--- Activity ---
How many lines in the records below contain the word "middle"? Give only the number.

--- The input ---
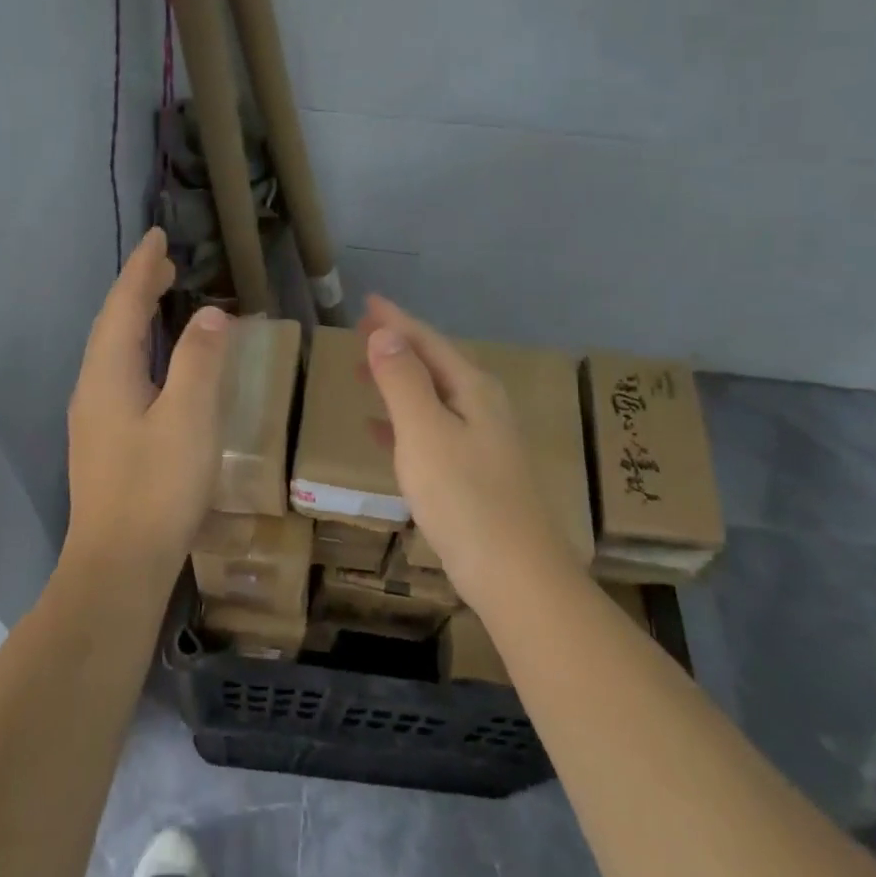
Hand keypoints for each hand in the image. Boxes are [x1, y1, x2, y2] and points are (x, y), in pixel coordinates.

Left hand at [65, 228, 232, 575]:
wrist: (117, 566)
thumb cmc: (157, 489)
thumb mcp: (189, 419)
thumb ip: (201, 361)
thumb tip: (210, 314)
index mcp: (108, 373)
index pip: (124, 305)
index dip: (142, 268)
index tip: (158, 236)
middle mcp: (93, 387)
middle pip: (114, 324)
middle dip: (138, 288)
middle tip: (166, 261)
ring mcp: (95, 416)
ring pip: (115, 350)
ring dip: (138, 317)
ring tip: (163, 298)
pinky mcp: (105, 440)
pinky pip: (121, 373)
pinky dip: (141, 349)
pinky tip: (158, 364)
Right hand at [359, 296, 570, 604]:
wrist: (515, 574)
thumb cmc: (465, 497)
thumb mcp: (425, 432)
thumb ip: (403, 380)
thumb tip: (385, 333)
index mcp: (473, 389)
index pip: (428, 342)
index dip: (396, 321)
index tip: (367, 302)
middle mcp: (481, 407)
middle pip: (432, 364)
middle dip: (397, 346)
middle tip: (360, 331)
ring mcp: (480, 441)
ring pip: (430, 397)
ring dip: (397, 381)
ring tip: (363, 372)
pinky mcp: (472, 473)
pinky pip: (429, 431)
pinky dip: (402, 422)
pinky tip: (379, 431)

* * *

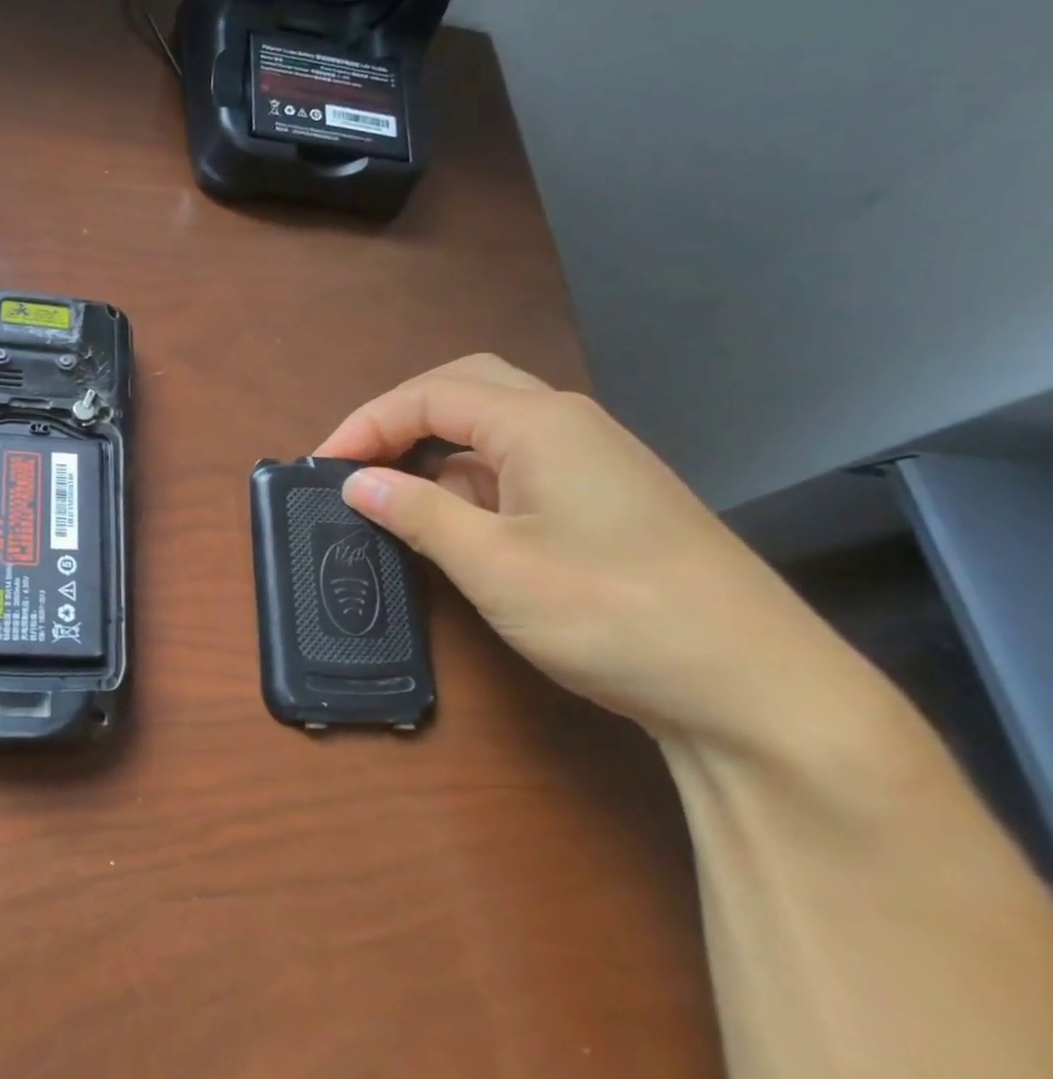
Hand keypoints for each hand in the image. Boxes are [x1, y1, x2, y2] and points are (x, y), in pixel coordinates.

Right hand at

--- Response for this exercise ---
8